The River Cong (Abhainn Chonga) is a short river of moderate flow in Ireland, primarily in County Mayo but also touching County Galway.

==Course==
The river issues from the large springs in the village of Cong, County Mayo, springs for which the village is justly famous. The springs are fed by underground flow through caverns in the limestone bedrock of the district from Lough Mask, a little over 4 mi to the north. The river is only about 1 mi long but some 100 yd wide in places. It is divided by an island at one point. It flows strongly past Ashford Castle and into Lough Corrib.

==Recreation==
The river is popular with fishermen, having a State salmon hatchery and a strong spring salmon run. The peak of the spring run is in April and then the grilse come in May.
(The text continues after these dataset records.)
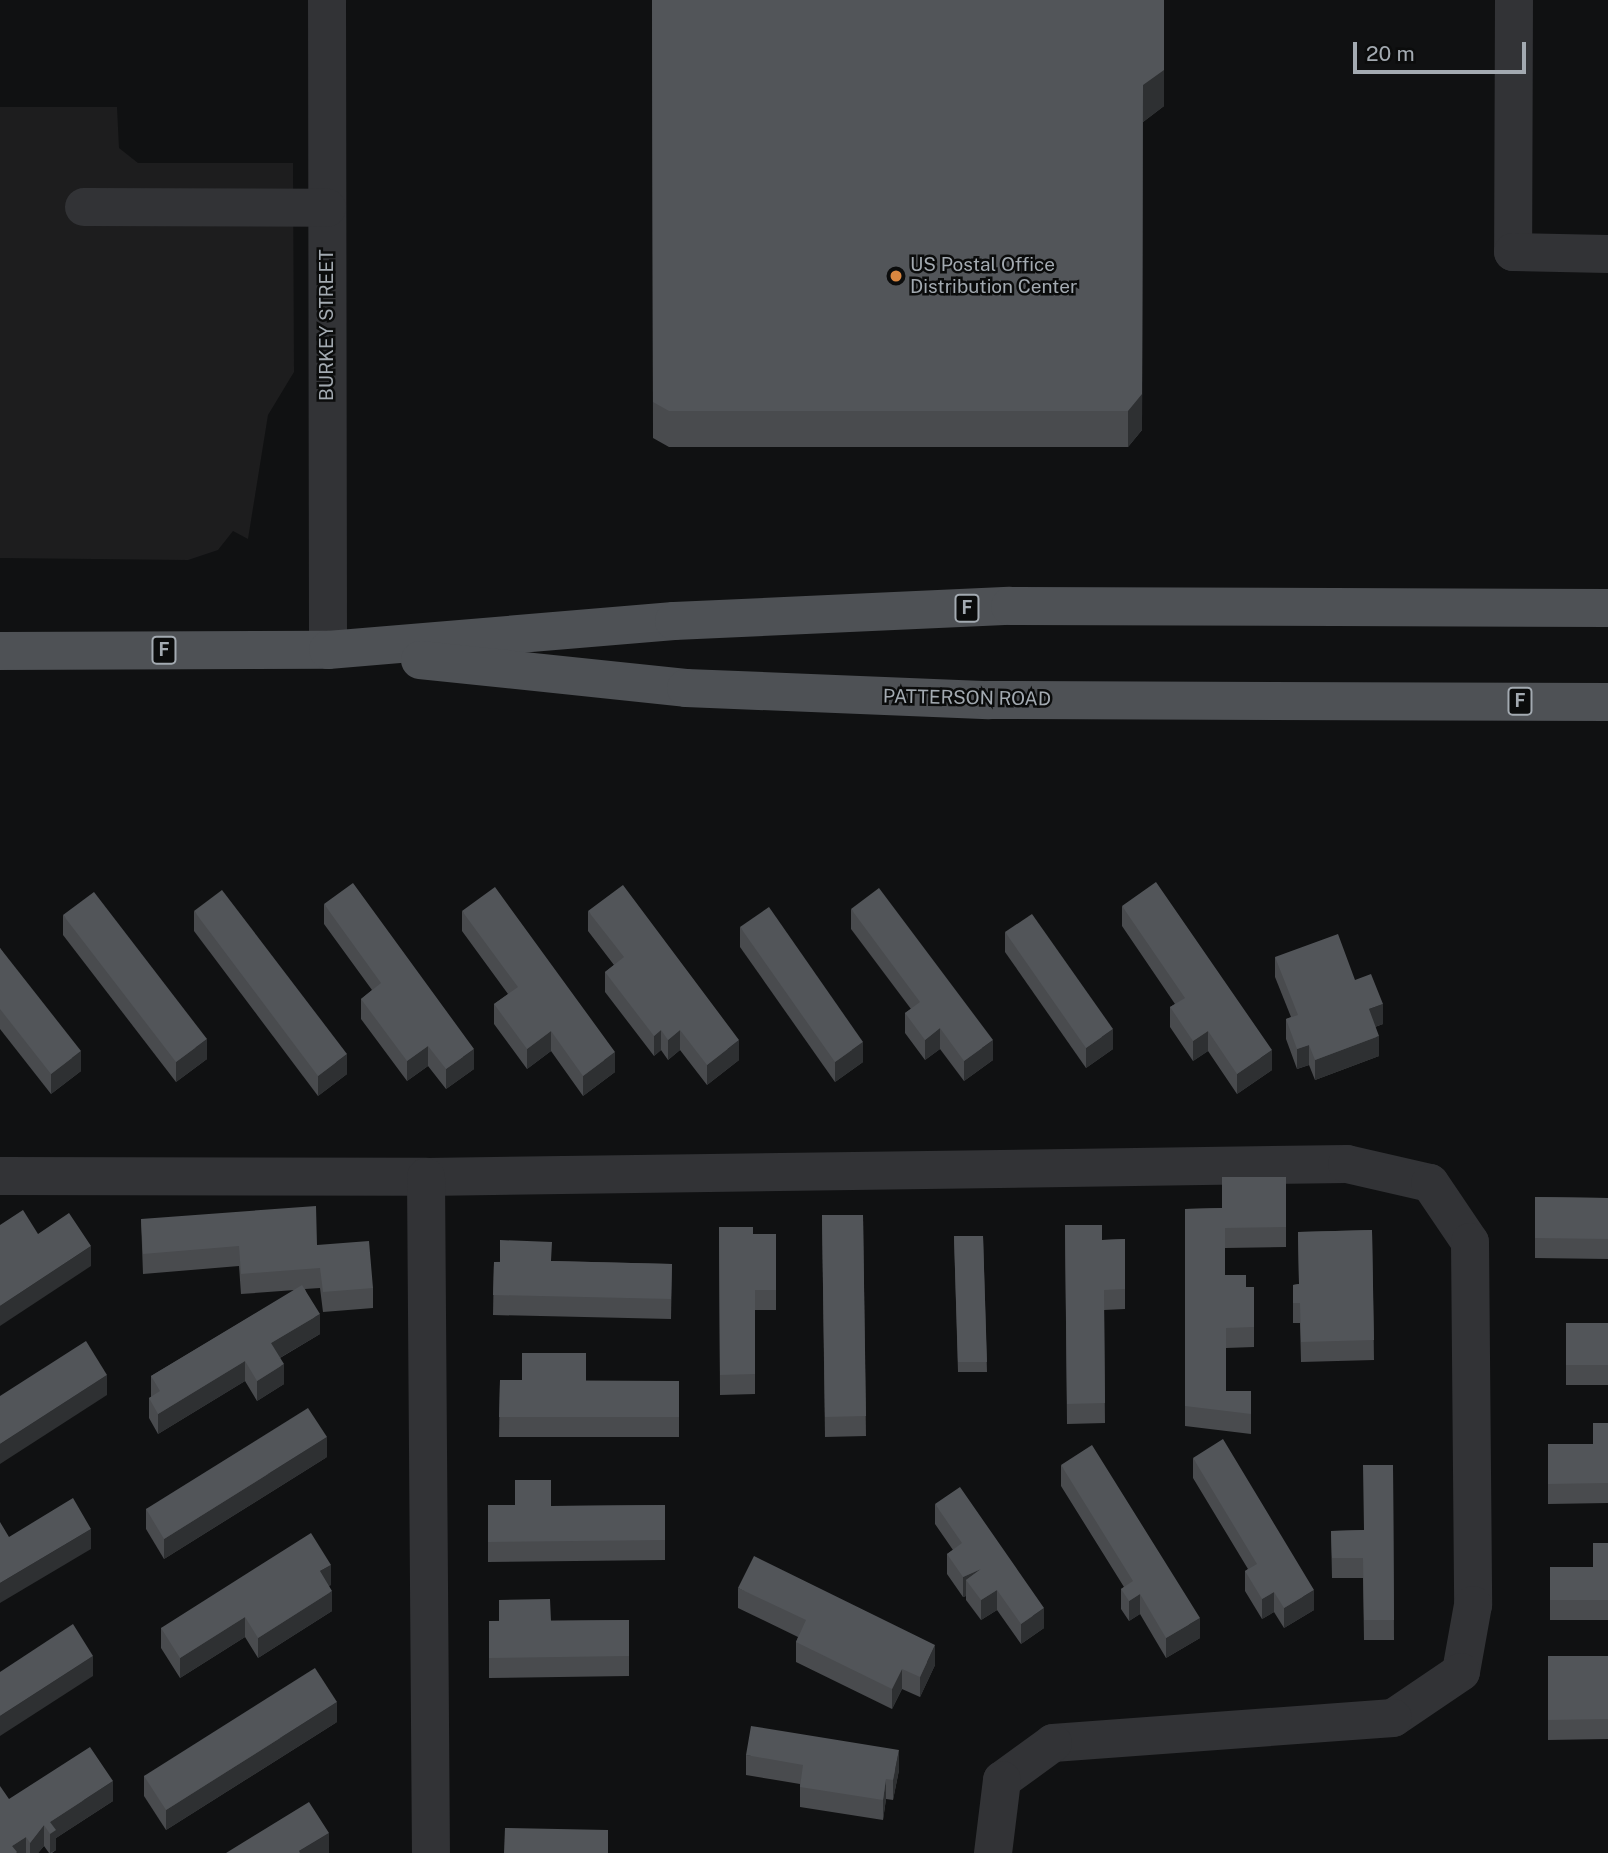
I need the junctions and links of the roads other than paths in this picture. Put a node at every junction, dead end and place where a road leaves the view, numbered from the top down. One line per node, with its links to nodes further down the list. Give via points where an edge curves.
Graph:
1 (327, 0): 4 (street, BURKEY STREET)
2 (1514, 0): 5 (street, via 1513,253)
3 (84, 207): 4 (street)
4 (327, 208): 7 (street, BURKEY STREET)
5 (1608, 254)
6 (1608, 608): 7 (main road, PATTERSON ROAD / F, via 1010,606 674,621)
7 (328, 650): 8 (main road, PATTERSON ROAD / F); 9 (main road, PATTERSON ROAD / F, via 687,688 947,698)
8 (0, 651)
9 (1608, 702)
10 (0, 1176): 11 (street)
11 (426, 1178): 12 (street); 13 (street, via 1347,1164 1430,1183 1470,1242 1473,1605 1461,1672 1393,1717 1052,1744 1002,1780)
12 (431, 1853)
13 (993, 1853)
June to early July are particularly good, and salmon are taken in lesser numbers for the rest of the season. The river also holds stocks of ferox trout (brown trout). The upper stretch has open access, while the lower part is managed by Ashford Castle, and local gillies are available.

==The Cong Canal==

The Cong Canal was designed to provide a navigable link between Lough Corrib at the village of Cong and Lough Mask, six kilometres to the north. The canal was abandoned unfinished in 1854. The canal was brought to wide public attention in 1872 by the writer William Wilde who coined the name ‘The Dry Canal’. The canal has become something of a tourist attraction in the village of Cong, County Mayo.